Caprichos del destino
crítica de Reencontrar el amor | Une rencontre, dirigida por Lisa Azuelos, 2014
“Nunca digas de esta agua no beberé” reza uno de esos refranes populares de toda la vida que bien podría calificarse de simple palabrerío, de no ser porque esconde una contundente verdad. Que se lo digan, si no, a la protagonista de la historia que nos ocupa. Elsa es una madura (y muy atractiva) escritora en trámites de divorcio y con tres hijos adolescentes a la que la vida le sonríe en el terreno profesional y, en el sentimental, de vez en cuando se desfoga con un chico de 25 años que bebe los vientos por ella. Lleva una vida libre y sin complicaciones, marcada por una sola norma autoimpuesta: Nunca liarse con hombres casados. Como ella dice, respeta demasiado a las mujeres como para quitarle el marido a alguna. Por su parte, a Pierre, un abogado de éxito y feliz padre de familia, tampoco se le pasa por la cabeza la idea de tener un affaire. Ya vivió todas las aventuras posibles durante su época de soltero y, actualmente, ha hallado en su esposa esa estabilidad a la que todos aspiramos en la vida. Pero el destino es caprichoso y, en cuestiones del corazón, imprevisible. Presentados en una fiesta por un amigo común, las chispas saltarán entre Elsa y Pierre desde el primer instante en que entrecruzan sus miradas. Sin embargo, cada uno por su lado, tratará de mantenerse inamovible en sus convicciones, dejando que sea el azar el que decida si verdaderamente están destinados a llegar a ser algo más que amigos. Este es, en líneas generales, el planteamiento de Reencontrar el amor (2014), la última película de la directora, guionista y actriz Lisa Azuelos, conocida sobre todo por su éxito Bienvenido al mundo de LOL (2008), comedia dramática sobre la adolescencia de la que ella misma realizó el remake hollywoodiense, LOL (2012), a mayor gloria de la inefable Miley Cyrus.

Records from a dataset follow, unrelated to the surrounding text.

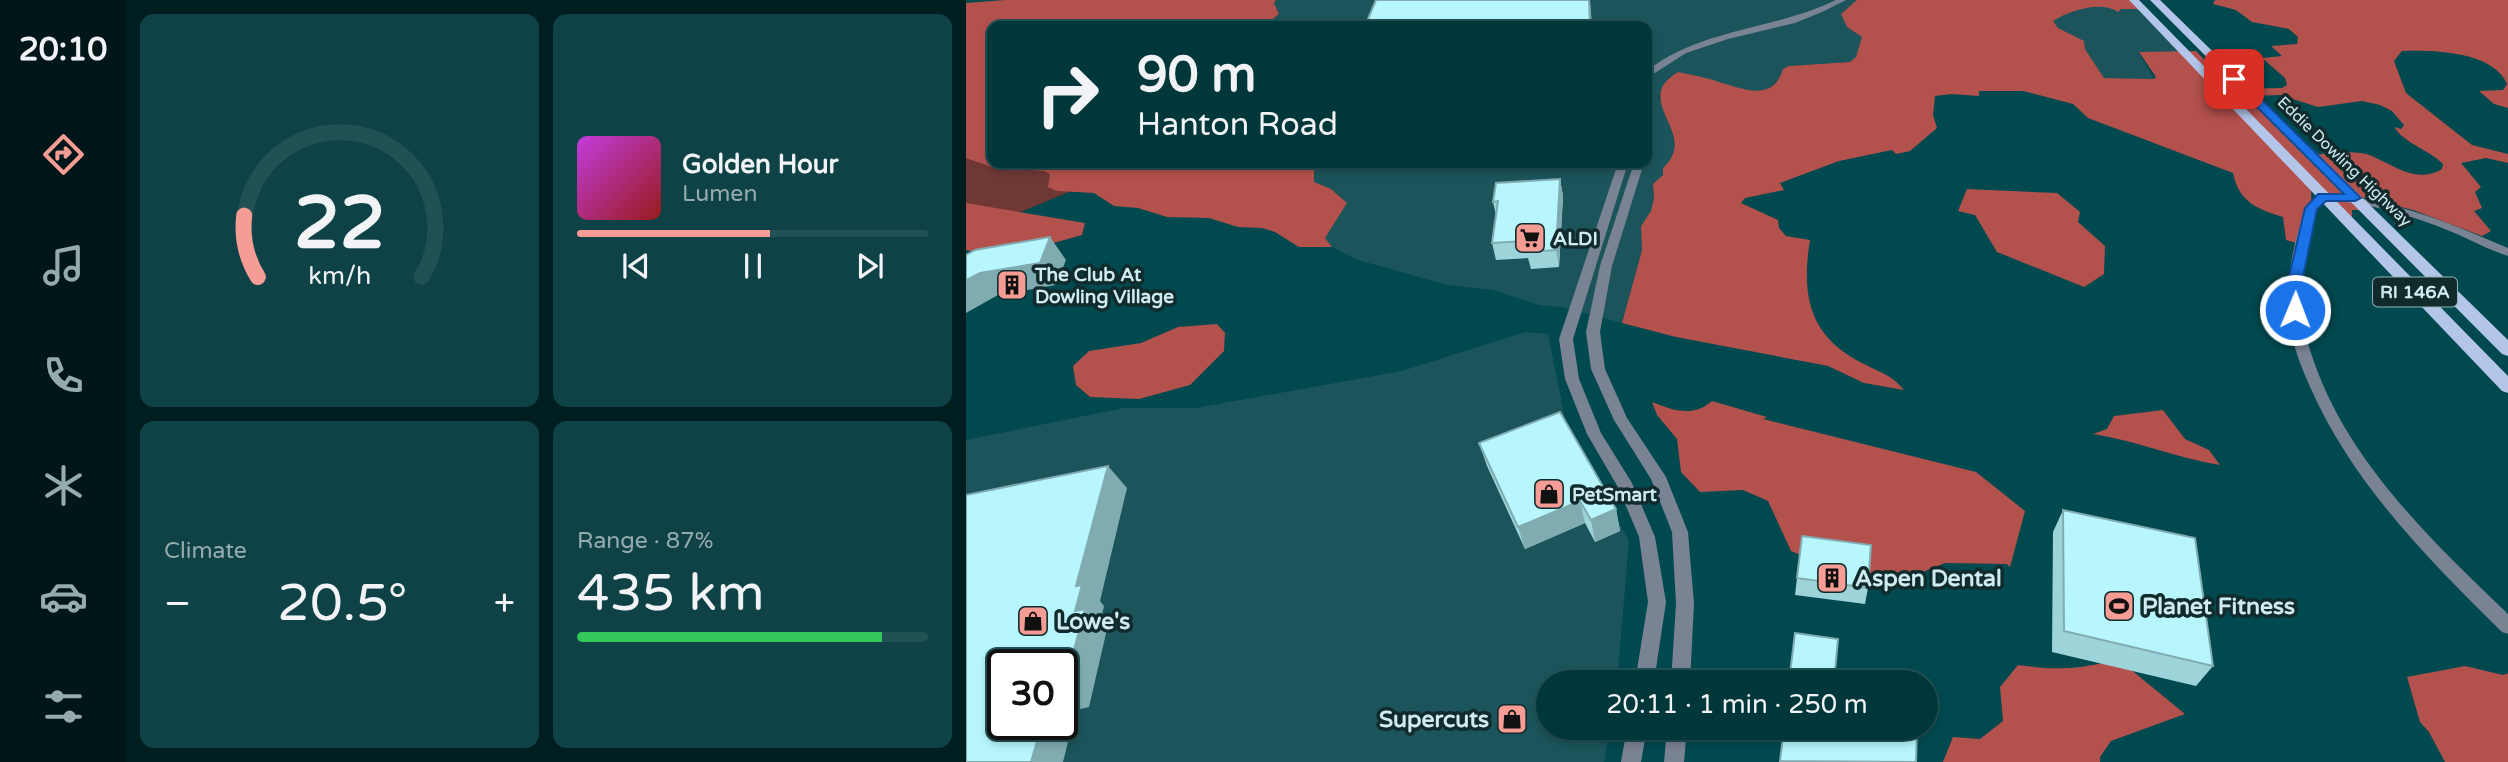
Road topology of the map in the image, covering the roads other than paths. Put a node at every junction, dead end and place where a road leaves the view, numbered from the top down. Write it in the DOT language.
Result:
graph roads {
  1 [pos="1832,0"];
  2 [pos="1842,0"];
  3 [pos="2134,0"];
  4 [pos="2155,0"];
  5 [pos="1652,64"];
  6 [pos="1652,70"];
  7 [pos="1621,168"];
  8 [pos="1637,168"];
  9 [pos="2323,197"];
  10 [pos="2355,198"];
  11 [pos="2508,252"];
  12 [pos="2508,350"];
  13 [pos="2508,387"];
  14 [pos="2508,626"];
  15 [pos="1646,670"];
  16 [pos="1682,670"];
  17 [pos="1635,740"];
  18 [pos="1676,740"];
  19 [pos="1631,762"];
  20 [pos="1674,762"];
  1 -- 5 [label="street"];
  2 -- 6 [label="street"];
  3 -- 9 [label="main road, Eddie Dowling Highway / RI 146A"];
  4 -- 10 [label="main road, Eddie Dowling Highway / RI 146A"];
  7 -- 15 [label="street"];
  8 -- 16 [label="street"];
  9 -- 10 [label="street"];
  9 -- 13 [label="main road, Eddie Dowling Highway / RI 146A"];
  9 -- 14 [label="street"];
  10 -- 11 [label="street"];
  10 -- 12 [label="main road, Eddie Dowling Highway / RI 146A"];
  17 -- 19 [label="street"];
  18 -- 20 [label="street"];
}
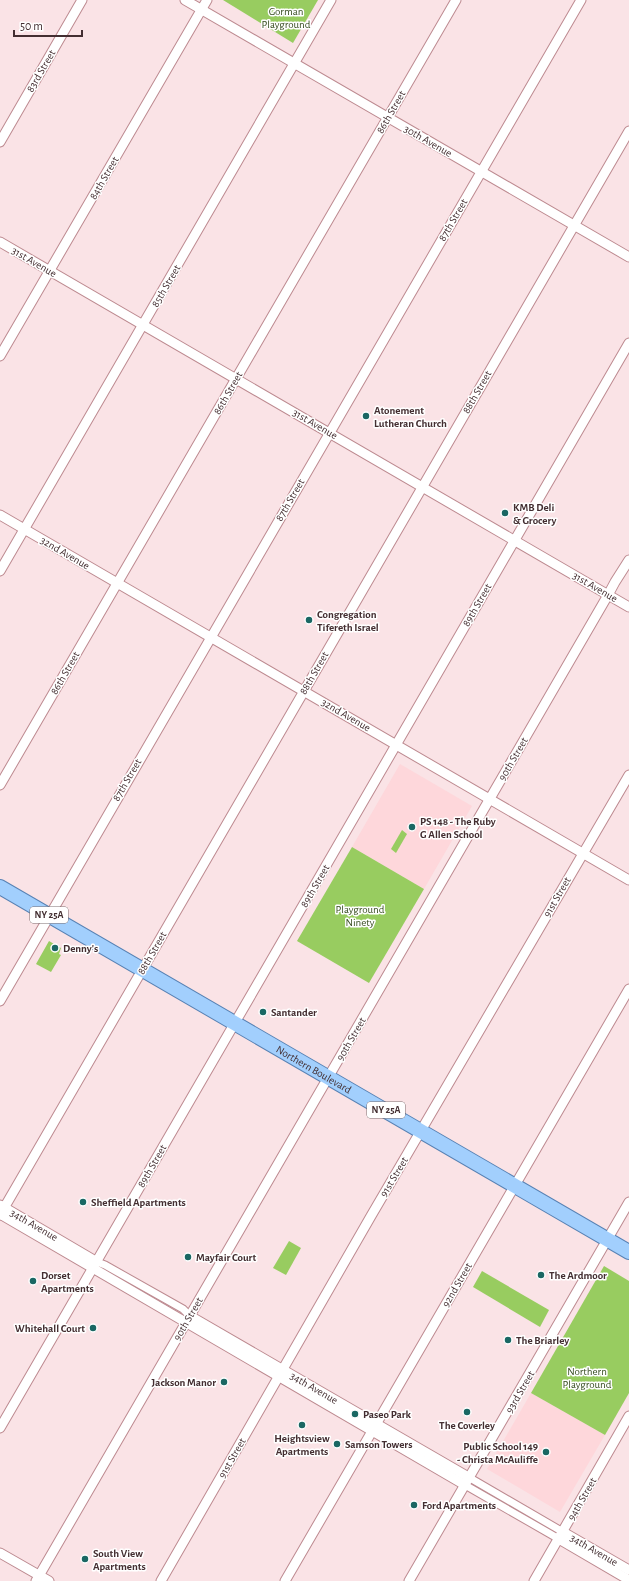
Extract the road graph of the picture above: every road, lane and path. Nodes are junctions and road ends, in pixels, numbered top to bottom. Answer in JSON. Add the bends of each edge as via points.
{"nodes":[{"id":1,"x":82,"y":0,"type":"edge"},
{"id":2,"x":185,"y":0,"type":"edge"},
{"id":3,"x":207,"y":0,"type":"edge"},
{"id":4,"x":331,"y":0,"type":"edge"},
{"id":5,"x":456,"y":0,"type":"edge"},
{"id":6,"x":581,"y":0,"type":"edge"},
{"id":7,"x":202,"y":10,"type":"junction"},
{"id":8,"x":294,"y":64,"type":"junction"},
{"id":9,"x":388,"y":118,"type":"junction"},
{"id":10,"x":629,"y":131,"type":"edge"},
{"id":11,"x":0,"y":142,"type":"edge"},
{"id":12,"x":480,"y":172,"type":"junction"},
{"id":13,"x":574,"y":225,"type":"junction"},
{"id":14,"x":0,"y":242,"type":"edge"},
{"id":15,"x":629,"y":257,"type":"edge"},
{"id":16,"x":50,"y":271,"type":"junction"},
{"id":17,"x":143,"y":325,"type":"junction"},
{"id":18,"x":629,"y":343,"type":"edge"},
{"id":19,"x":0,"y":356,"type":"edge"},
{"id":20,"x":236,"y":379,"type":"junction"},
{"id":21,"x":329,"y":433,"type":"junction"},
{"id":22,"x":422,"y":487,"type":"junction"},
{"id":23,"x":0,"y":515,"type":"edge"},
{"id":24,"x":24,"y":529,"type":"junction"},
{"id":25,"x":514,"y":541,"type":"junction"},
{"id":26,"x":629,"y":560,"type":"edge"},
{"id":27,"x":0,"y":571,"type":"edge"},
{"id":28,"x":117,"y":583,"type":"junction"},
{"id":29,"x":608,"y":595,"type":"junction"},
{"id":30,"x":629,"y":607,"type":"edge"},
{"id":31,"x":210,"y":637,"type":"junction"},
{"id":32,"x":304,"y":691,"type":"junction"},
{"id":33,"x":396,"y":745,"type":"junction"},
{"id":34,"x":629,"y":775,"type":"edge"},
{"id":35,"x":0,"y":785,"type":"edge"},
{"id":36,"x":490,"y":799,"type":"junction"},
{"id":37,"x":583,"y":853,"type":"junction"},
{"id":38,"x":629,"y":880,"type":"edge"},
{"id":39,"x":0,"y":887,"type":"edge"},
{"id":40,"x":49,"y":915,"type":"junction"},
{"id":41,"x":142,"y":969,"type":"junction"},
{"id":42,"x":629,"y":989,"type":"edge"},
{"id":43,"x":0,"y":1001,"type":"edge"},
{"id":44,"x":235,"y":1023,"type":"junction"},
{"id":45,"x":328,"y":1077,"type":"junction"},
{"id":46,"x":421,"y":1131,"type":"junction"},
{"id":47,"x":515,"y":1186,"type":"junction"},
{"id":48,"x":629,"y":1202,"type":"edge"},
{"id":49,"x":1,"y":1212,"type":"edge"},
{"id":50,"x":608,"y":1239,"type":"junction"},
{"id":51,"x":629,"y":1252,"type":"edge"},
{"id":52,"x":95,"y":1265,"type":"junction"},
{"id":53,"x":188,"y":1319,"type":"junction"},
{"id":54,"x":281,"y":1373,"type":"junction"},
{"id":55,"x":629,"y":1416,"type":"edge"},
{"id":56,"x":374,"y":1427,"type":"junction"},
{"id":57,"x":0,"y":1428,"type":"edge"},
{"id":58,"x":467,"y":1481,"type":"junction"},
{"id":59,"x":561,"y":1535,"type":"junction"},
{"id":60,"x":0,"y":1553,"type":"edge"},
{"id":61,"x":629,"y":1570,"type":"edge"},
{"id":62,"x":37,"y":1578,"type":"edge"},
{"id":63,"x":629,"y":1580,"type":"edge"},
{"id":64,"x":49,"y":1581,"type":"edge"},
{"id":65,"x":161,"y":1581,"type":"edge"},
{"id":66,"x":285,"y":1581,"type":"edge"},
{"id":67,"x":409,"y":1581,"type":"edge"},
{"id":68,"x":534,"y":1581,"type":"edge"}],
"edges":[{"from":1,"to":11,"type":"street","name":"83rd Street"},
{"from":2,"to":7,"type":"street","name":"30th Avenue"},
{"from":3,"to":7,"type":"street","name":"84th Street"},
{"from":4,"to":8,"type":"street","name":"85th Street"},
{"from":5,"to":9,"type":"street","name":"86th Street"},
{"from":6,"to":12,"type":"street","name":"87th Street"},
{"from":7,"to":8,"type":"street","name":"30th Avenue"},
{"from":7,"to":16,"type":"street","name":"84th Street"},
{"from":8,"to":9,"type":"street","name":"30th Avenue"},
{"from":8,"to":17,"type":"street","name":"85th Street"},
{"from":9,"to":12,"type":"street","name":"30th Avenue"},
{"from":9,"to":20,"type":"street","name":"86th Street"},
{"from":10,"to":13,"type":"street","name":"88th Street"},
{"from":12,"to":13,"type":"street","name":"30th Avenue"},
{"from":12,"to":21,"type":"street","name":"87th Street"},
{"from":13,"to":15,"type":"street","name":"30th Avenue"},
{"from":13,"to":22,"type":"street","name":"88th Street"},
{"from":14,"to":16,"type":"street","name":"31st Avenue"},
{"from":16,"to":17,"type":"street","name":"31st Avenue"},
{"from":16,"to":19,"type":"street","name":"84th Street"},
{"from":17,"to":20,"type":"street","name":"31st Avenue"},
{"from":17,"to":24,"type":"street","name":"85th Street"},
{"from":18,"to":25,"type":"street","name":"89th Street"},
{"from":20,"to":21,"type":"street","name":"31st Avenue"},
{"from":20,"to":28,"type":"street","name":"86th Street"},
{"from":21,"to":22,"type":"street","name":"31st Avenue"},
{"from":21,"to":31,"type":"street","name":"87th Street"},
{"from":22,"to":25,"type":"street","name":"31st Avenue"},
{"from":22,"to":32,"type":"street","name":"88th Street"},
{"from":23,"to":24,"type":"street","name":"32nd Avenue"},
{"from":24,"to":27,"type":"street","name":"85th Street"},
{"from":24,"to":28,"type":"street","name":"32nd Avenue"},
{"from":25,"to":29,"type":"street","name":"31st Avenue"},
{"from":25,"to":33,"type":"street","name":"89th Street"},
{"from":26,"to":29,"type":"street","name":"90th Street"},
{"from":28,"to":31,"type":"street","name":"32nd Avenue"},
{"from":28,"to":35,"type":"street","name":"86th Street"},
{"from":29,"to":30,"type":"street","name":"31st Avenue"},
{"from":29,"to":36,"type":"street","name":"90th Street"},
{"from":31,"to":32,"type":"street","name":"32nd Avenue"},
{"from":31,"to":40,"type":"street","name":"87th Street"},
{"from":32,"to":33,"type":"street","name":"32nd Avenue"},
{"from":32,"to":41,"type":"street","name":"88th Street"},
{"from":33,"to":36,"type":"street","name":"32nd Avenue"},
{"from":33,"to":44,"type":"street","name":"89th Street"},
{"from":34,"to":37,"type":"street","name":"91st Street"},
{"from":36,"to":37,"type":"street","name":"32nd Avenue"},
{"from":36,"to":45,"type":"street","name":"90th Street"},
{"from":37,"to":38,"type":"street","name":"32nd Avenue"},
{"from":37,"to":46,"type":"street","name":"91st Street"},
{"from":39,"to":40,"type":"main road","name":"Northern Boulevard","number":"NY 25A"},
{"from":40,"to":41,"type":"main road","name":"Northern Boulevard","number":"NY 25A"},
{"from":40,"to":43,"type":"street","name":"87th Street"},
{"from":41,"to":44,"type":"main road","name":"Northern Boulevard","number":"NY 25A"},
{"from":41,"to":49,"type":"street","name":"88th Street"},
{"from":42,"to":47,"type":"street","name":"92nd Street"},
{"from":44,"to":45,"type":"main road","name":"Northern Boulevard","number":"NY 25A"},
{"from":44,"to":52,"type":"street","name":"89th Street"},
{"from":45,"to":46,"type":"main road","name":"Northern Boulevard","number":"NY 25A"},
{"from":45,"to":53,"type":"street","name":"90th Street"},
{"from":46,"to":47,"type":"main road","name":"Northern Boulevard","number":"NY 25A"},
{"from":46,"to":54,"type":"street","name":"91st Street"},
{"from":47,"to":50,"type":"main road","name":"Northern Boulevard","number":"NY 25A"},
{"from":47,"to":56,"type":"street","name":"92nd Street"},
{"from":48,"to":50,"type":"street","name":"93rd Street"},
{"from":49,"to":52,"type":"street","name":"34th Avenue"},
{"from":50,"to":51,"type":"main road","name":"Northern Boulevard","number":"NY 25A"},
{"from":50,"to":58,"type":"street","name":"93rd Street"},
{"from":52,"to":53,"type":"street","name":"34th Avenue"},
{"from":52,"to":57,"type":"street","name":"89th Street"},
{"from":53,"to":54,"type":"street","name":"34th Avenue"},
{"from":53,"to":62,"type":"street","name":"90th Street"},
{"from":54,"to":56,"type":"street","name":"34th Avenue"},
{"from":54,"to":65,"type":"street","name":"91st Street"},
{"from":55,"to":59,"type":"street","name":"94th Street"},
{"from":56,"to":58,"type":"street","name":"34th Avenue"},
{"from":56,"to":66,"type":"street","name":"92nd Street"},
{"from":58,"to":59,"type":"street","name":"34th Avenue"},
{"from":58,"to":67,"type":"street","name":"93rd Street"},
{"from":59,"to":61,"type":"street","name":"34th Avenue"},
{"from":59,"to":63,"type":"street","name":"34th Avenue"},
{"from":59,"to":68,"type":"street","name":"94th Street"},
{"from":60,"to":62,"type":"street"},
{"from":62,"to":64,"type":"street"}]}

Azuelos conoce bien el universo femenino, eso es algo constatado, de igual modo que se le da muy bien hablar de sentimientos. Con soltura, Reencontrar el amor deambula entre la comedia romántica de toda la vida y el melodrama, algo a lo que se presta un romance otoñal trufado de inconvenientes. La película tiene espacio para algunos momentos jocosos –las reuniones de chicas entre Elsa y sus amigas casi nos remiten a La cosa más dulce (2002, Roger Kumble), aunque sin caer en su humor escatológico y soez, ya que Sophie Marceau tiene bastante más clase que Cameron Díaz–, sacando la sonrisa del espectador a base de unos diálogos y situaciones perfectamente reconocibles. El estupendo guión construye con robustez a su encantadora pareja protagonista, así como el cuadro costumbrista en el que tiene lugar su día a día. Mediante multitud de pequeños detalles –la facilidad con que Elsa pierde siempre las llaves de casa y su fascinación por el olor a naranja amarga; los juegos, llenos de complicidad, que tienen Pierre y su esposa con las mangas de sus camisas–, Azuelos logra que empaticemos rápidamente con sus criaturas, entendiendo perfectamente la encrucijada vital en la que se encuentran. A esto contribuye más todavía la maravillosa química que se ha establecido entre el enérgico François Cluzet y la fascinante Sophie Marceau. Él, calculando al milímetro cada mirada de embelesamiento y cada titubeo; ella, chispeante, elocuente y tremendamente sexy. Ambos están excelentes, tanto individual como conjuntamente, y eso es algo que garantiza, por sí solo, gran parte del éxito del filme. Lisa Azuelos se reserva, además, el papel de Anne, la mujer de Pierre y tercer vértice del triángulo amoroso, papeleta que solventa con sensibilidad y buen gusto. La originalidad, en este caso, reside en que este personaje carece de los insoportables tics que pudieran convertirle en el más odiado de la película, por ser el que se interpone en la felicidad entre los protagonistas. No es una celosa patológica ni una esposa histérica con la que no se puede razonar. Simplemente, una buena compañera sentimental en la rutina propia después de 15 años de convivencia.